Ever wanted to make sure a promise only runs if some other promise has succeeded?
Consider this contrived example with two reports
type promises, It's Friday!
and I love CFEngine Feature Friday.
Per normal ordering1, these two promises will be emitted in the written order.
bundle agent feature_friday
{
reports:
"It's Friday, Friday";
"Gotta get down on Friday";
}
cf-agent --no-lock --bundlesequence feature_friday --file /tmp/feature-friday-7.cf
R: It's Friday!
R: I love CFEngine Feature Friday.
If we want them in the opposite order, we could either change the order or define classes based on the results of the promises. But today’s feature, depends_on
, lets us influence the ordering using a more lightweight method via handle.

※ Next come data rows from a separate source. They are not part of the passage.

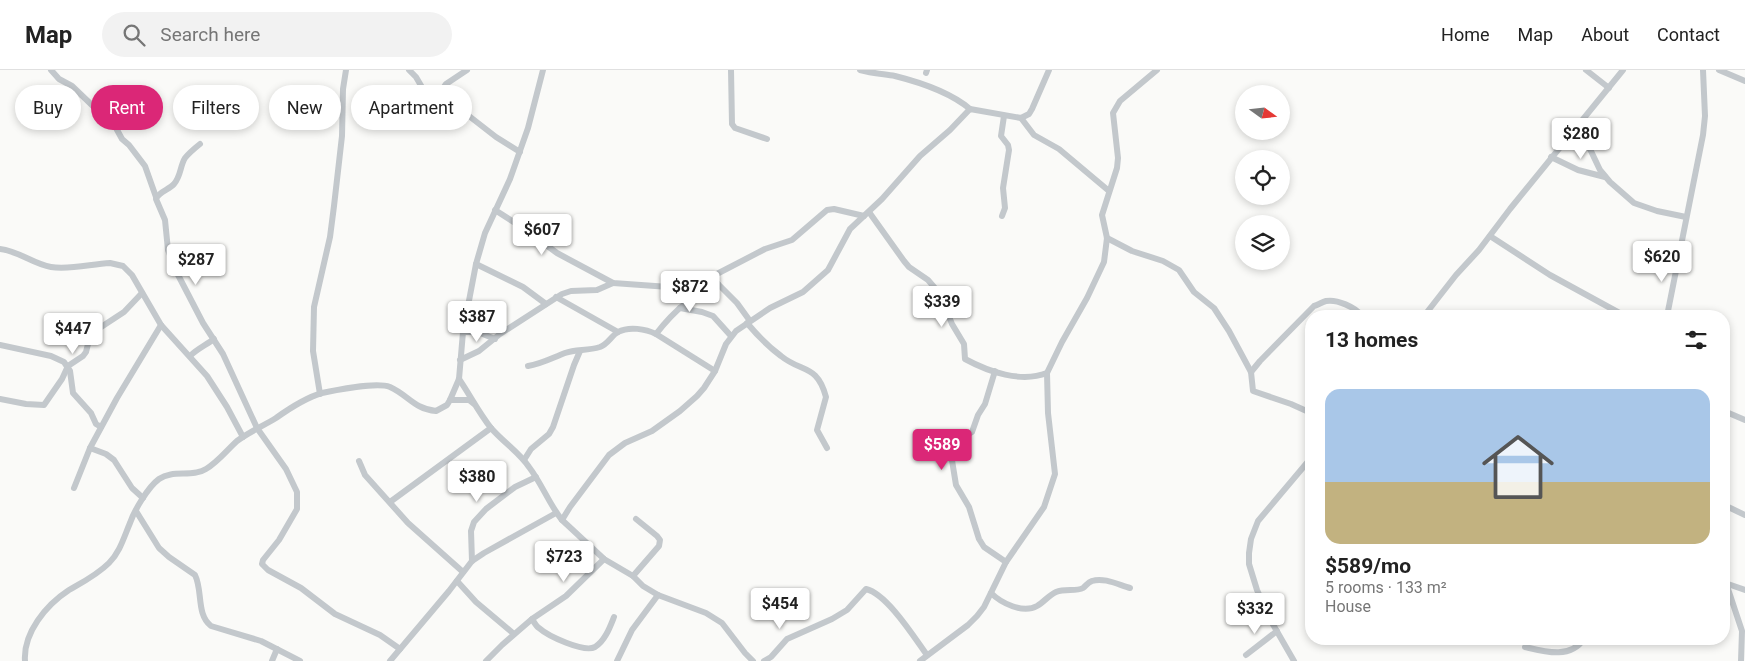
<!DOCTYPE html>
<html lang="en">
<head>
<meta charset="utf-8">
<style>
	body { margin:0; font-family:Roboto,sans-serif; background:#f2f2f2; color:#222; height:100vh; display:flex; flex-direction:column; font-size:19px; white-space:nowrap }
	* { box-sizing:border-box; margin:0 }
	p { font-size:16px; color:#767676 }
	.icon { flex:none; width:28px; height:28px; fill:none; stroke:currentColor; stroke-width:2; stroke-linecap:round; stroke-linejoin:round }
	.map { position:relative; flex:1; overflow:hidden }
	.details { position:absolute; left:1305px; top:240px; width:425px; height:335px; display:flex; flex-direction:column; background:#fff; border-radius:20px; box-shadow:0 2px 8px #0003 }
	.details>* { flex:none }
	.top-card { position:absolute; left:15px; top:15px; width:475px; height:45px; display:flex; gap:10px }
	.needle { width:32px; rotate:105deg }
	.buttons { position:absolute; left:1235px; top:15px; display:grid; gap:10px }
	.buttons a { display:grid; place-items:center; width:55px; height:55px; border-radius:50%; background:#fff; box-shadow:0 2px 8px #0003; font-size:25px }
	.price { position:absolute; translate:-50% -42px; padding:0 11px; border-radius:5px; background:#fff; color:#222; font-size:16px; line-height:32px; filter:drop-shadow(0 1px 2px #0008) }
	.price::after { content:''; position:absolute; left:50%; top:30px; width:15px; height:11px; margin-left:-8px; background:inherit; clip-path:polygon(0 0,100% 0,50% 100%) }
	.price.selected { background:#db2777; color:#fff }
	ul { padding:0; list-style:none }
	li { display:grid; align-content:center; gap:10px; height:265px; padding:0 20px }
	li span { display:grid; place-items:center; height:155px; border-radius:15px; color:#555 }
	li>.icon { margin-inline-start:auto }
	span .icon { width:90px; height:90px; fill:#fffc; stroke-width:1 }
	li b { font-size:21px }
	h2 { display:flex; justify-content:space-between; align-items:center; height:60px; padding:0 20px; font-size:21px }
	.tag { padding:0 18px; border-radius:22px; background:#fff; box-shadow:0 2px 8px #0003; font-size:18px; line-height:45px }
	.tag.selected { background:#db2777; color:#fff }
	header { display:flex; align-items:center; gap:30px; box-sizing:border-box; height:70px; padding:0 25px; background:#fff; border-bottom:1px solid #e0e0e0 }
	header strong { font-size:24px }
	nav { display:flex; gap:28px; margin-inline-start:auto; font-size:18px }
	.search { width:350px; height:45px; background:#f2f2f2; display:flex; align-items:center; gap:12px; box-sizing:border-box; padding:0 18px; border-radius:28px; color:#767676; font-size:19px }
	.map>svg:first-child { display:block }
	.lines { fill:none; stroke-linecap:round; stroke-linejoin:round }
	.street { stroke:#c3c8cc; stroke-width:6 }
</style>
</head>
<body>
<header>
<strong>Map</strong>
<div class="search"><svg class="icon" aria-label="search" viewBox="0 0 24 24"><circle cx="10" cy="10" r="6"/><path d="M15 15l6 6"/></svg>Search here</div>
<nav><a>Home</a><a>Map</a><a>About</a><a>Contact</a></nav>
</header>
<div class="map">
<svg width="1745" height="591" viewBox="0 0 1745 591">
	<rect width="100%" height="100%" fill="#fafaf8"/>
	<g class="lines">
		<g class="street">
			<polyline points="51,0 59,9 72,16 116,58 122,69 129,75 145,96 156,127"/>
			<polyline points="409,0 416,7 423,19 451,32 496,67 520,82"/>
			<polyline points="731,0 732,54 735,58 767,69"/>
			<path d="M 860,0 C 871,3 883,4 895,6 C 919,12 951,23 970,39"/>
			<polyline points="1586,0 1609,18"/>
			<polyline points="1719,0 1745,11"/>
			<polyline points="926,3 927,0"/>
			<polyline points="438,26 446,14 467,0"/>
			<polyline points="1021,48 1029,44 1032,39 1049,0"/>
			<polyline points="1573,60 1590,79 1600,100 1610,112 1634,133 1657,141 1686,147"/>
			<path d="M 200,74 C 195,78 189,83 185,88 C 180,96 181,106 174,114 C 169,120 159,121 156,129 L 165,150 L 168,180 L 176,201 L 203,253 L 223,284 L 257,358 L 286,399 L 297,422 L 297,439 L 279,470 L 263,490 L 262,494 L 268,500 L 301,518 L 335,544 L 380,565 L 400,579"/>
			<polyline points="1551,87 1578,100 1605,107"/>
			<polyline points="495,140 523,158 557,183 613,213 683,218 693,215 711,207 765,179 792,170 827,140 834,139 864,146"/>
			<path d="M 869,142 L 904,191 L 909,197 L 928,210 L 940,224 L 952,254 L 964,274 L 965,289 C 989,302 1021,313 1047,303"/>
			<polyline points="1002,146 1005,138 1003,118 1009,80 1008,75 1001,66 1004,46"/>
			<polyline points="1490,166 1550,205 1625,246"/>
			<polyline points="1107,168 1132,181 1163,191 1179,200 1194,222 1214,238 1229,261 1251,302 1253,321 1291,334 1311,343"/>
			<path d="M 0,179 C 19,181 33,194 51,197 C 70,200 91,194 110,193 L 123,196 L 132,205 L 161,255 L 207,306 L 227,337 L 243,367"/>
			<polyline points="476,194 523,217 546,234"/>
			<polyline points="716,212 737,233 750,251"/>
			<polyline points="556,227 618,262"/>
			<polyline points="680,238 702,242 713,246 731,266"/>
			<polyline points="1424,246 1456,205 1479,180 1510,139 1623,0"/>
			<polyline points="1667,246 1703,65 1705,46 1703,0"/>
			<path d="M 747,253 C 757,265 769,277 781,286 C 802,303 817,294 826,327 L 817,360 L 827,378"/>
			<polyline points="463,262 478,262 495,269"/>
			<path d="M 656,264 C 673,242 692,224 718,214"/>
			<polyline points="0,275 51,286 64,292 70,301 73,323 91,343 96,354 101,357"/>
			<path d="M 190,286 C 197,279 206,275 214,269"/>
			<polyline points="460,290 479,281 500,264 562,224 571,221 597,220 613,213"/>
			<path d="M 528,296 C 541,294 552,288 565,283 C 576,279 587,281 600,277 C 608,274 611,266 618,262 C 629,256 646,259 656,264 L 715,301"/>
			<polyline points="995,301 985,334 978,345 972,362 952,374 950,378 956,415 969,437 979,469 984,477 1006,492"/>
			<path d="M 1251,302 L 1260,291 L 1314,236 C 1318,235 1322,232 1326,231 C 1337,229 1355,237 1362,246"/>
			<path d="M 459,309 C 470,325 479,343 491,358 C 503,372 519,382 529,397 C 542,414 549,434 562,450 L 604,489 L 633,506 L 643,516 L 658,525 L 706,543 L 722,553 L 745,583 L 753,591"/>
			<polyline points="320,324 313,281 314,237 330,167 334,136 342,66 343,19 346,0"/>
			<polyline points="0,329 26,334 44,335 62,309 68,296 83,286 86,282 89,270 95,261 124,242 142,223"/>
			<polyline points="450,330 469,330 474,334"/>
			<polyline points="1724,341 1745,350"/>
			<polyline points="90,378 106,384 114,390 132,418 143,428"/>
			<polyline points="524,390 531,379 549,364 553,357 574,295 580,281"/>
			<polyline points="359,391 365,405 408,453 463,502"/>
			<polyline points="74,418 90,378 117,328 161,255"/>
			<polyline points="390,432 491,358"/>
			<polyline points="1724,435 1745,445"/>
			<path d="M 136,441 L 159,478 L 169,487 L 195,505 C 203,521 196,544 211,556 L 261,571 L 300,591"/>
			<polyline points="562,450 570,437 609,385 625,373 652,361 680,341 697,326 704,318 715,301 726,274 736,261 770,238 803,222 828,200 850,159 882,129 920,86 950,60 970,39 1021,48 1034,65 1059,79 1109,121"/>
			<polyline points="472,491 471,461 474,452 486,439 515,417 536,407"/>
			<polyline points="633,506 659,476 660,470 657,466 636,449"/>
			<polyline points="1724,510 1728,519 1742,561 1741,591"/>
			<polyline points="457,511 476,532 514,564"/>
			<polyline points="1725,513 1745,520"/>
			<path d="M 991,523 C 1001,533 1023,544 1037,536 C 1044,532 1049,525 1056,522 C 1065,518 1076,522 1083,518 C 1086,516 1088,512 1092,511 C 1104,507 1119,515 1130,518"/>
			<path d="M 532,549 C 534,552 536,556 539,558 C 548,566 584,583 595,577 C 605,571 610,557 614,547"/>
			<path d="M 1525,577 C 1546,582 1570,589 1584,569"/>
			<polyline points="1246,585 1277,561"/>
			<path d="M 25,591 C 23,563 46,535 69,520 C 83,512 97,505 109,493 C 120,482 124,467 130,453 C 134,441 148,417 159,409 C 173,399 192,408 206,399 C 218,392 227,380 237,371 C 249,362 263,356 276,348 C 290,338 305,328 322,323 C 336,320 377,312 390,317 C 408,325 414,339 436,341 L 447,335 L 450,330 L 459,309 L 463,262 L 476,194 L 485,163 L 510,109 L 528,58 L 543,0"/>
			<polyline points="272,591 277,579"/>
			<polyline points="390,591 449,521 472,491 484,483 556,443"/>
			<polyline points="486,591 502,575 532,549 566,526 604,489"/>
			<polyline points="617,591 632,560 658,525"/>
			<path d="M 764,591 L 771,587 L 787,569 L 832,549 L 847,540 L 866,519 C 887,524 914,567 927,585"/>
			<polyline points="920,591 968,555 977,546 984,537 1006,492 1044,437 1055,404 1048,343 1047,303 1062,272 1087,228 1104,192 1107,168 1102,145 1117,98 1118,88 1113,43 1120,31 1157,0"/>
			<polyline points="1294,591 1271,551 1257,520 1249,494 1249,483 1251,469 1258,451 1311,388"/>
		</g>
	</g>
</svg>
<div class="buttons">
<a><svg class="needle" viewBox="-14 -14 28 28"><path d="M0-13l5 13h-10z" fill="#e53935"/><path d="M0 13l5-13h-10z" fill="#767676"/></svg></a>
<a><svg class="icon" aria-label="locate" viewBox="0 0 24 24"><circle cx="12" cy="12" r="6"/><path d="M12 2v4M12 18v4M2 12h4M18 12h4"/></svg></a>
<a><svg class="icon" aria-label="layers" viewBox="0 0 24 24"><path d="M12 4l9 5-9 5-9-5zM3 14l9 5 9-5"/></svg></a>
</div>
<b class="price" style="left:1581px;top:90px">$280</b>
<b class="price" style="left:542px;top:186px">$607</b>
<b class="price" style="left:1662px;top:213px">$620</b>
<b class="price" style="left:196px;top:216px">$287</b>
<b class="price" style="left:690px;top:243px">$872</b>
<b class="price" style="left:942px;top:258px">$339</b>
<b class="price" style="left:477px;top:273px">$387</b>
<b class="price" style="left:73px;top:285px">$447</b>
<b class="price selected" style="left:942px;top:401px">$589</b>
<b class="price" style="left:477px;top:433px">$380</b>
<b class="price" style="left:564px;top:513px">$723</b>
<b class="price" style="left:780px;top:560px">$454</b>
<b class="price" style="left:1255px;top:565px">$332</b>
<div class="top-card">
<a class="tag">Buy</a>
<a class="tag selected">Rent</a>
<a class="tag">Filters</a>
<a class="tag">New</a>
<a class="tag">Apartment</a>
</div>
<section class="details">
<h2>13 homes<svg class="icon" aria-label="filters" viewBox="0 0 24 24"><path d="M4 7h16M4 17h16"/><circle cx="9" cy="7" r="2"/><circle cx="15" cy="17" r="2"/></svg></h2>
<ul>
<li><span style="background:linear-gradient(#a9c7e8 60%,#c2b280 0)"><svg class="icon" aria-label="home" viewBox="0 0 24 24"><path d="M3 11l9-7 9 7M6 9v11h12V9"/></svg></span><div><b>$589/mo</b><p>5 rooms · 133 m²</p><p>House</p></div></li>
</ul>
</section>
</div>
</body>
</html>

bundle agent feature_friday
{
reports:
"It's Friday!"
depends_on => { "first" };
"I love CFEngine Feature Friday."
handle => "first";
}
cf-agent --no-lock --bundlesequence feature_friday --file /tmp/feature-friday-7-1.cf
R: I love CFEngine Feature Friday.
R: It's Friday!
As you can see from the output above, we effectively switched the order of the promises.
The depends_on
attribute requires that the promises with the named handles have been resolved as KEPT or REPAIRED before it’s allowed to actuate.